Both assembly and servicing are hands-on tasks and the principal drawback of virtual models — that there is nothing there to feel, to give manual affordances, and to constrain motions — is a serious one for these applications.  Using a six degree-of-freedom wand to simulate a wrench, for example, is far from natural or realistic, perhaps too far to be useful.  Imagine trying to simulate a task as basic as unscrewing an oil filter from a car engine in a VE!  Interacting with purely virtual objects limits the types of feedback the system can provide. 

Getting a virtual representation of a specific real object – such as the user’s hand, specialized tools, or parts – into the VE requires specific development for modeling, tracking, and interaction.  The required additional development effort, coupled with the difficulties of object tracking and modeling, lead designers to use few real objects in most VEs.  Further, there are also restrictions on the types of real objects that can be incorporated into a VE.  Highly deformable real objects, for example a bushy plant, would be difficult to include in a VE. 

 

1.1.             Incorporating Real Objects

 

We feel a hybrid environment system, one that incorporates representations of dynamic real objects into the VE, would assist in providing natural interactivity.

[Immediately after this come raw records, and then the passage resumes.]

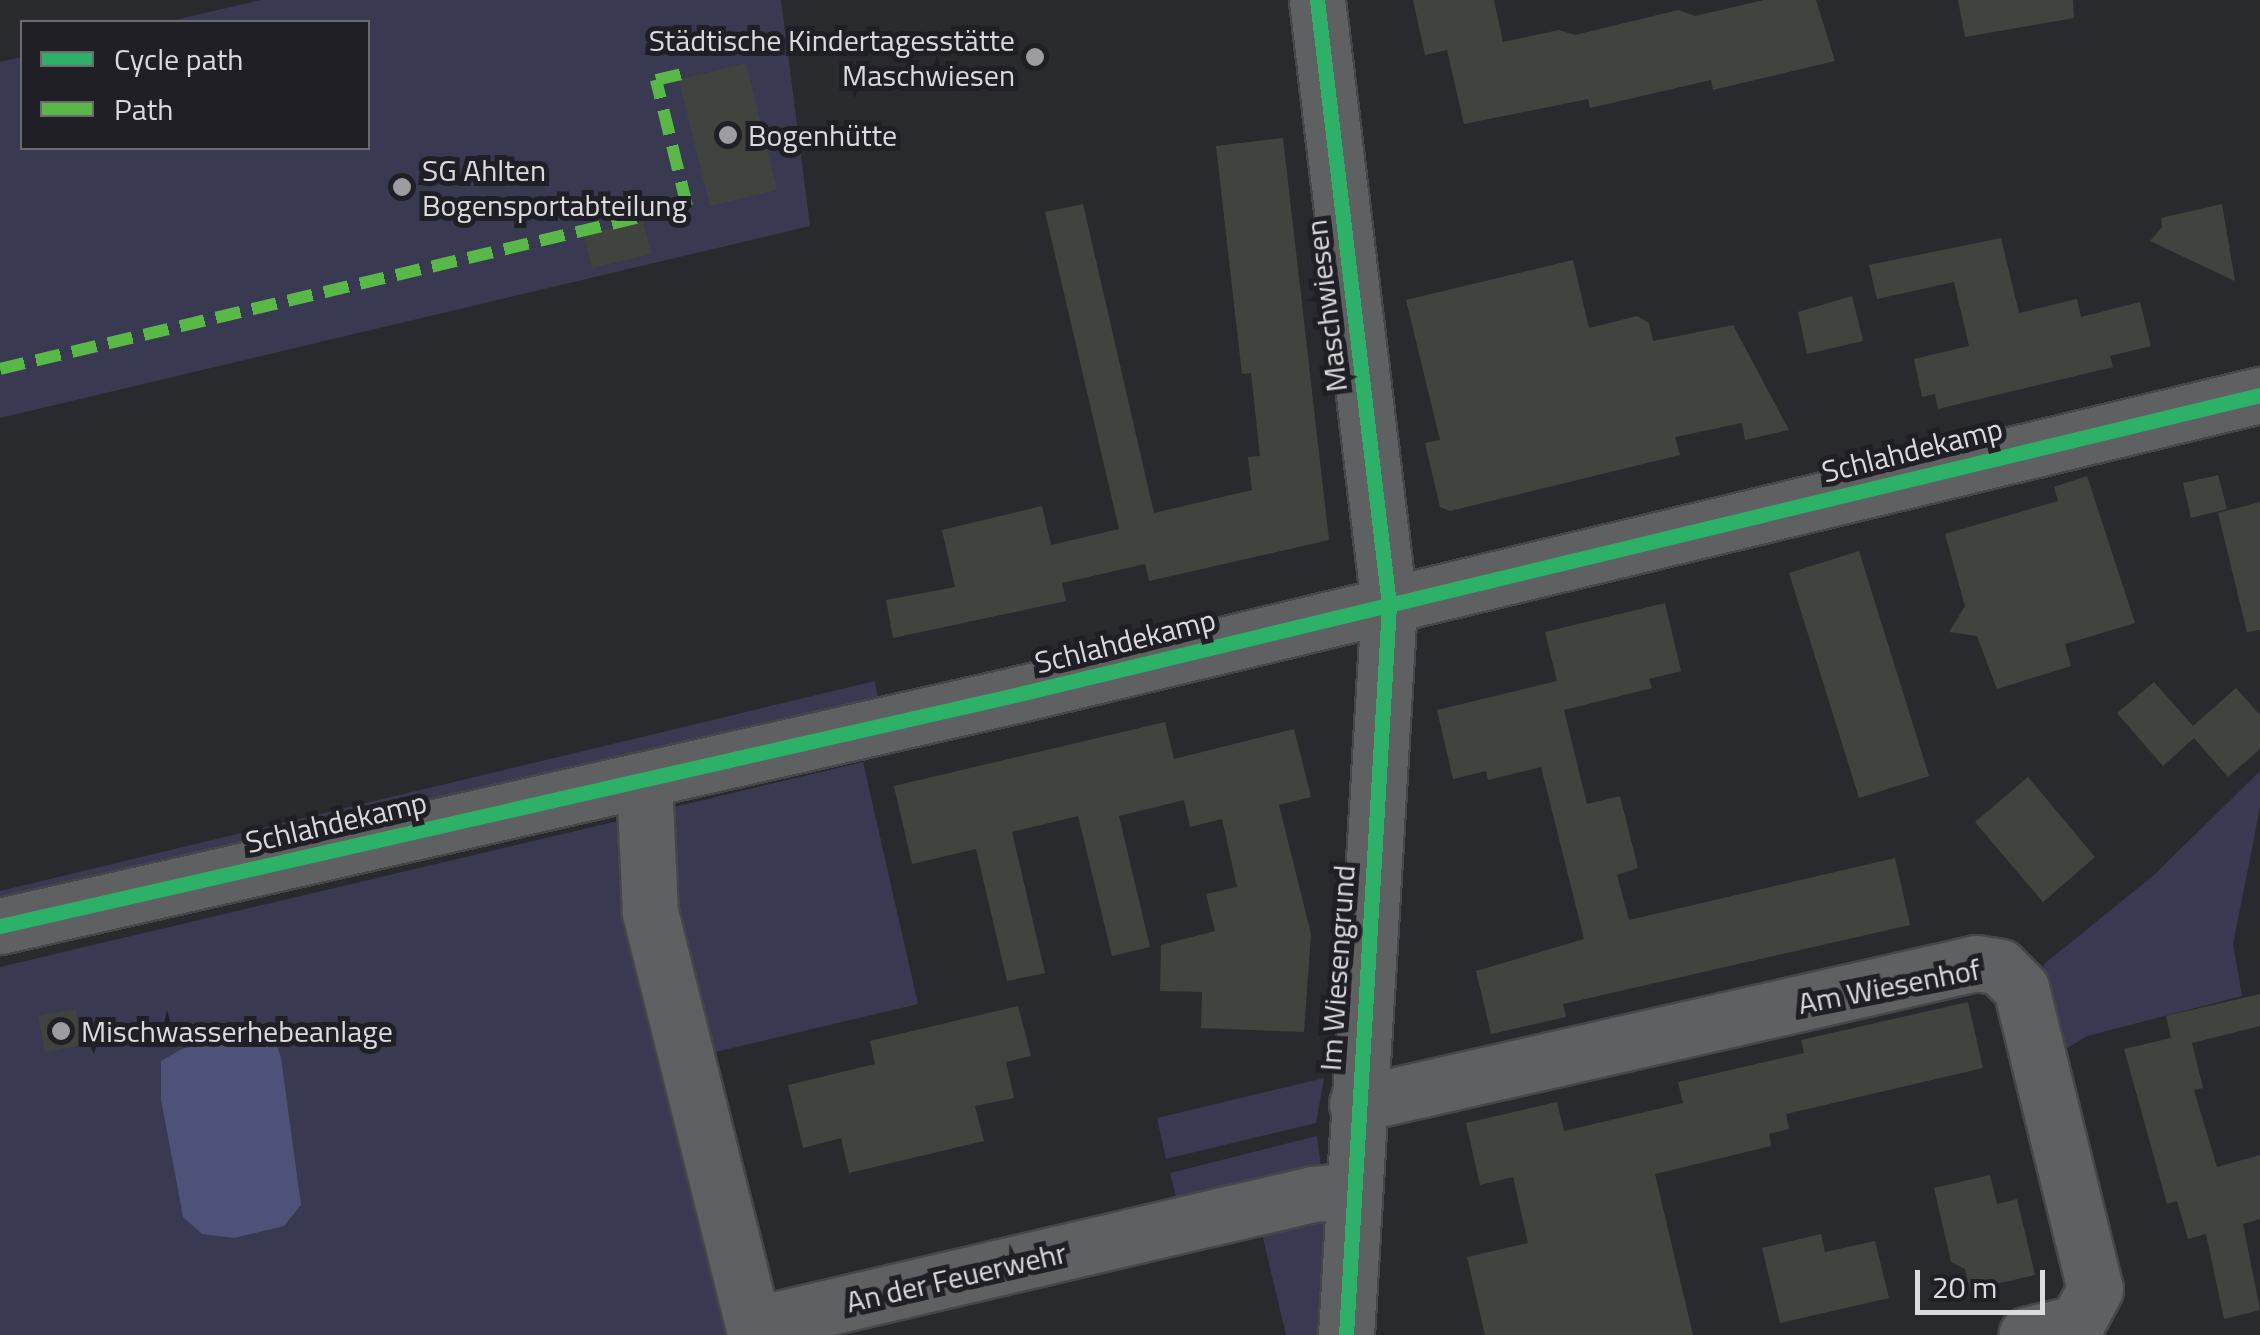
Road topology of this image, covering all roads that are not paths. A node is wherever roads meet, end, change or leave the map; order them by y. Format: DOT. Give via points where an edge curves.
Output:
graph roads {
  1 [pos="1317,0"];
  2 [pos="2260,396"];
  3 [pos="1389,605"];
  4 [pos="644,781"];
  5 [pos="0,926"];
  6 [pos="1357,1104"];
  7 [pos="1352,1192"];
  8 [pos="1346,1335"];
  9 [pos="2026,1335"];
  1 -- 3 [label="street, Maschwiesen"];
  2 -- 3 [label="street, Schlahdekamp"];
  3 -- 4 [label="street, Schlahdekamp"];
  3 -- 6 [label="street, Im Wiesengrund"];
  4 -- 5 [label="street, Schlahdekamp"];
  4 -- 7 [label="street, An der Feuerwehr" via="650,912 754,1325 1313,1194"];
  6 -- 7 [label="street, Im Wiesengrund"];
  6 -- 9 [label="street, Am Wiesenhof" via="1976,963 2000,967 2021,988 2095,1289 2077,1323"];
  7 -- 8 [label="street, Im Wiesengrund"];
}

Dynamic real objects are defined as objects that can deform, change topology, and change appearance.  Examples include a socket wrench, clothing, and the human hand.  For a many types of VEs, incorporating dynamic real objects would provide improved affordance matching and tactile feedback. 

Incorporating real objects is defined as being able to see, and have virtual objects react to, the virtual representations of real objects.  The challenges are visualizing the real objects in the VE and managing the interactions among the real and virtual objects.

In this work, we extend the definition of an avatar to include a virtual representation of any real object, including the participant.  These real-object avatars are registered with, and ideally have the same shape, appearance and motion as, the               real object.  They also provide haptic cues and physical restraints — the types of feedback that purely virtual objects can’t provide. 

We believe spatial cognitive tasks would benefit from incorporating real objects.  These tasks require problem solving while manipulating objects and maintaining mental model of spatial relationships among them.  With the capability of having real objects interact with virtual models, designers can see if there is enough space to reach a certain location (Figure 1) all while handling real parts, real tools, and the variability among participants.

 

Figure 1 - A hybrid environment detects collisions between real objects (PVC pipe and user) and virtual objects (payload models)

 

1.2.             Approach

 

We use a hybrid environment system that uses image-based object reconstruction algorithms to generate real-time virtual representations, avatars, of real objects.  The participant sees avatars of himself and real objects visually incorporated into the VE.  Further, the participant handles and feels the real objects while interacting with virtual objects. 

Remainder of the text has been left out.